> _Collection entries_
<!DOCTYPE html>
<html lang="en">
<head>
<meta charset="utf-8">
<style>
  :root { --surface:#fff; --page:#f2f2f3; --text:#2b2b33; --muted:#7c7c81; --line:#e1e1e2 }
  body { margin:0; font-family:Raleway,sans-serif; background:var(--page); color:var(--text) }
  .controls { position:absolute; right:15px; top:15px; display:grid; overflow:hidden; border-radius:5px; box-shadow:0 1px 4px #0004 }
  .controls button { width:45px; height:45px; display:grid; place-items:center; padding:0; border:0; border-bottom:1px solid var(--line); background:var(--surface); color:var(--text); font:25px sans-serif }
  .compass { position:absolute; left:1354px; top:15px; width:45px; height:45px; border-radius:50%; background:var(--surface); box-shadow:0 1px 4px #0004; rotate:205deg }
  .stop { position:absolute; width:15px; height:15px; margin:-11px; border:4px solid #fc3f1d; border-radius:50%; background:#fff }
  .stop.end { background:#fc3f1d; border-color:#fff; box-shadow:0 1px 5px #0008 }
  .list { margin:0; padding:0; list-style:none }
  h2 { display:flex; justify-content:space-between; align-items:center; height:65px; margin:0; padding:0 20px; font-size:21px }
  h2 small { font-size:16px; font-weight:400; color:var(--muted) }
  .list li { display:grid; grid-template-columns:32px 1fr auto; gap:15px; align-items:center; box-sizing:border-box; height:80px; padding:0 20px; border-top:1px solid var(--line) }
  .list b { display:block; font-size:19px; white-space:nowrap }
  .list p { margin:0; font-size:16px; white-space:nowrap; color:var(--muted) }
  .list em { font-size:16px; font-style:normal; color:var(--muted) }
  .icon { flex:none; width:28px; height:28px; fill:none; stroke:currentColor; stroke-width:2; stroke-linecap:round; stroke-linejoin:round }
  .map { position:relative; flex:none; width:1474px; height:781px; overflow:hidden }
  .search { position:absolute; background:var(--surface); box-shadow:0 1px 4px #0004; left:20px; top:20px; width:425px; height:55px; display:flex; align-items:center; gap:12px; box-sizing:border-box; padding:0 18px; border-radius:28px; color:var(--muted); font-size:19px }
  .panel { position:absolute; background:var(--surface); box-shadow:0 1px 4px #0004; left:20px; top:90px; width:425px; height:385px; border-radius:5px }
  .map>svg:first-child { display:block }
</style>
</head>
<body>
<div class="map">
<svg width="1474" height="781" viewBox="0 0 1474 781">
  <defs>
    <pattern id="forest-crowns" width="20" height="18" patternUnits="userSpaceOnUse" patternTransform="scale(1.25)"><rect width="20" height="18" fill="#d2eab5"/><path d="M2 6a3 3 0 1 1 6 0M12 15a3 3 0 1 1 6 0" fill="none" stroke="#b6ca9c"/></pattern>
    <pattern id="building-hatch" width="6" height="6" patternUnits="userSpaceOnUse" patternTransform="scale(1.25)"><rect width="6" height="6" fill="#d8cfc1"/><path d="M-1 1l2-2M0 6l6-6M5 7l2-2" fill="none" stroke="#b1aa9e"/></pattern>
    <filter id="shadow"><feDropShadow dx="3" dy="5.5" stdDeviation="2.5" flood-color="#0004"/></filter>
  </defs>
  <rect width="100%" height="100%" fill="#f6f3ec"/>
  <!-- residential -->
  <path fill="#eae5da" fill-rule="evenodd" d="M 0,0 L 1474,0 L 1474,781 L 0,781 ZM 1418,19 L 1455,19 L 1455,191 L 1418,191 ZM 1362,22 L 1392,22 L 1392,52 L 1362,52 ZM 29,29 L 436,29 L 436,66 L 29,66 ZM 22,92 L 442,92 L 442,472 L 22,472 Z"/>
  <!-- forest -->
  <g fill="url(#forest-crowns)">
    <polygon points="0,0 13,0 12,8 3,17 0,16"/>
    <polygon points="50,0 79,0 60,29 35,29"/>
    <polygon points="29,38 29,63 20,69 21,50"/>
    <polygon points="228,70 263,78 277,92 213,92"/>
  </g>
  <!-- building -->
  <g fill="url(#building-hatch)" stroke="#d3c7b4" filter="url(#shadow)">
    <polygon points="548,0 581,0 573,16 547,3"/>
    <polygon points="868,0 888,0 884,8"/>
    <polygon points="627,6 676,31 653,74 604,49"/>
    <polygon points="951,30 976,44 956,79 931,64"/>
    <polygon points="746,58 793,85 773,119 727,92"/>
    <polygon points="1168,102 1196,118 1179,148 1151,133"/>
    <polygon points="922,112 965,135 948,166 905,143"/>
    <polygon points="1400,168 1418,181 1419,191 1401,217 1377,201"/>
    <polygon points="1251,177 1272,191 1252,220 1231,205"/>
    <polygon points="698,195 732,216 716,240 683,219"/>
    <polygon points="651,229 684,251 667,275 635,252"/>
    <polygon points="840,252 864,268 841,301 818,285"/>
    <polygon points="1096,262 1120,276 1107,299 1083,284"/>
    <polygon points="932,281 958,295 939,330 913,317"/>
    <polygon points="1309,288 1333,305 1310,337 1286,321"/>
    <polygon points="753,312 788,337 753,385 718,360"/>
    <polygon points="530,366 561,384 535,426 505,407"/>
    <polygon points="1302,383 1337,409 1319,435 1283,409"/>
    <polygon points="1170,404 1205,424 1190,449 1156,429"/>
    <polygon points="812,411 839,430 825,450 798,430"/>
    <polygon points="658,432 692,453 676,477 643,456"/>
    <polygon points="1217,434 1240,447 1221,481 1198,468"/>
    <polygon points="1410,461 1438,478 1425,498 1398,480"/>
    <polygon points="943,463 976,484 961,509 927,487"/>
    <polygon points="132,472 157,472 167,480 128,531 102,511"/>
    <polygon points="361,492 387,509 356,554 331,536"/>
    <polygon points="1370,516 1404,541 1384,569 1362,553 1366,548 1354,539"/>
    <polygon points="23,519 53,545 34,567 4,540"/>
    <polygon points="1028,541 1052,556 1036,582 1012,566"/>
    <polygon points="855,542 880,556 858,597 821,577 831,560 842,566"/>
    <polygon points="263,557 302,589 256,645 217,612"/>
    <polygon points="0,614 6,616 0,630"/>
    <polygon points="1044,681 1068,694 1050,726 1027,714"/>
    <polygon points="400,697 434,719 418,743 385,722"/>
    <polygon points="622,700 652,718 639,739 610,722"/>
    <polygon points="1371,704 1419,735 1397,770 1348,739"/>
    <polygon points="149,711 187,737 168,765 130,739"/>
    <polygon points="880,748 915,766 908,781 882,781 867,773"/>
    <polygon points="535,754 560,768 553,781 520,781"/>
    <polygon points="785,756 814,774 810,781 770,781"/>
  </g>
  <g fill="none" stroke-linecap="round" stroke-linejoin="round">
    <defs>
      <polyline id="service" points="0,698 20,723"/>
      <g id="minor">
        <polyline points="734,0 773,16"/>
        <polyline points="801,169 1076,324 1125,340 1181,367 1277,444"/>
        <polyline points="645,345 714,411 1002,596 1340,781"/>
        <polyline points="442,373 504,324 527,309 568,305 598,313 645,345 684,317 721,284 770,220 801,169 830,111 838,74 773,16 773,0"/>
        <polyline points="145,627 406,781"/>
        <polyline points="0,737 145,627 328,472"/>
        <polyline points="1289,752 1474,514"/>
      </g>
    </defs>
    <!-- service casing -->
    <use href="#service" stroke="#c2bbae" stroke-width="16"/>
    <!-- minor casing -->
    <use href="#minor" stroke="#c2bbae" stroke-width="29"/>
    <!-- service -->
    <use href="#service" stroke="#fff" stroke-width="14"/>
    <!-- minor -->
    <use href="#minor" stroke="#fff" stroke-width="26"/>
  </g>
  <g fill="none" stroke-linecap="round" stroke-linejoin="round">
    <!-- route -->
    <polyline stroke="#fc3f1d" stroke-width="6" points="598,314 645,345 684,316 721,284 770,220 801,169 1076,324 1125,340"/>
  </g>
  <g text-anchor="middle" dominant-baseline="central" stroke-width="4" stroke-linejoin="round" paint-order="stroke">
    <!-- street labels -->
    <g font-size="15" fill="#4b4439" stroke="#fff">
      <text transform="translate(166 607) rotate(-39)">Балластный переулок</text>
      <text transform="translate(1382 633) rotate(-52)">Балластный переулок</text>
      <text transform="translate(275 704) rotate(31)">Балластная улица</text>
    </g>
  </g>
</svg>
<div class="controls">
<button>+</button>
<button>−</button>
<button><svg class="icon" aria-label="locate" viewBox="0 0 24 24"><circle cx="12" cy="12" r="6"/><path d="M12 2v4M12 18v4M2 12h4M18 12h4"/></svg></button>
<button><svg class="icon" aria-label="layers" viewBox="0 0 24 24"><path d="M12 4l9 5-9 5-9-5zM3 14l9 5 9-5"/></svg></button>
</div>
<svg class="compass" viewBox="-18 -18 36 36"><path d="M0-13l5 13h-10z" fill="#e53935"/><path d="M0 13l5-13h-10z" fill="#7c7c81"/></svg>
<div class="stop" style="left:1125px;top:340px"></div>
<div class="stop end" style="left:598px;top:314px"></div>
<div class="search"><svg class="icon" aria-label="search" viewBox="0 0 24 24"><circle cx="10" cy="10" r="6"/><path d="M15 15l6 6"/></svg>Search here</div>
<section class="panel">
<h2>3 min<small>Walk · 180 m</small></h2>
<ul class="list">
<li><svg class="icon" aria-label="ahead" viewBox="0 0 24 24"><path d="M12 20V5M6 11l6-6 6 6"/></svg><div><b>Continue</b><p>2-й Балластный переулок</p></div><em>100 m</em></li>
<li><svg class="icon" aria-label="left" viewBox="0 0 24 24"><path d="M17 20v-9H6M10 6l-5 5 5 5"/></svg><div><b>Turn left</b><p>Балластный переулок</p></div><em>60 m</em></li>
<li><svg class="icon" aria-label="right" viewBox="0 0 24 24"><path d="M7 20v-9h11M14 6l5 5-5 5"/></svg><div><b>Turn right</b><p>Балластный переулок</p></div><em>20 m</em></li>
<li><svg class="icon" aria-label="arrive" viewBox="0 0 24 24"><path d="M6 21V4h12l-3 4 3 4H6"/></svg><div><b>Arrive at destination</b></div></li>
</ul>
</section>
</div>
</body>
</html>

> _What is required_
Please report every line in the entries above that holds the string "sans".

> _Result for this task_
  body { margin:0; font-family:Raleway,sans-serif; background:var(--page); color:var(--text) }
  .controls button { width:45px; height:45px; display:grid; place-items:center; padding:0; border:0; border-bottom:1px solid var(--line); background:var(--surface); color:var(--text); font:25px sans-serif }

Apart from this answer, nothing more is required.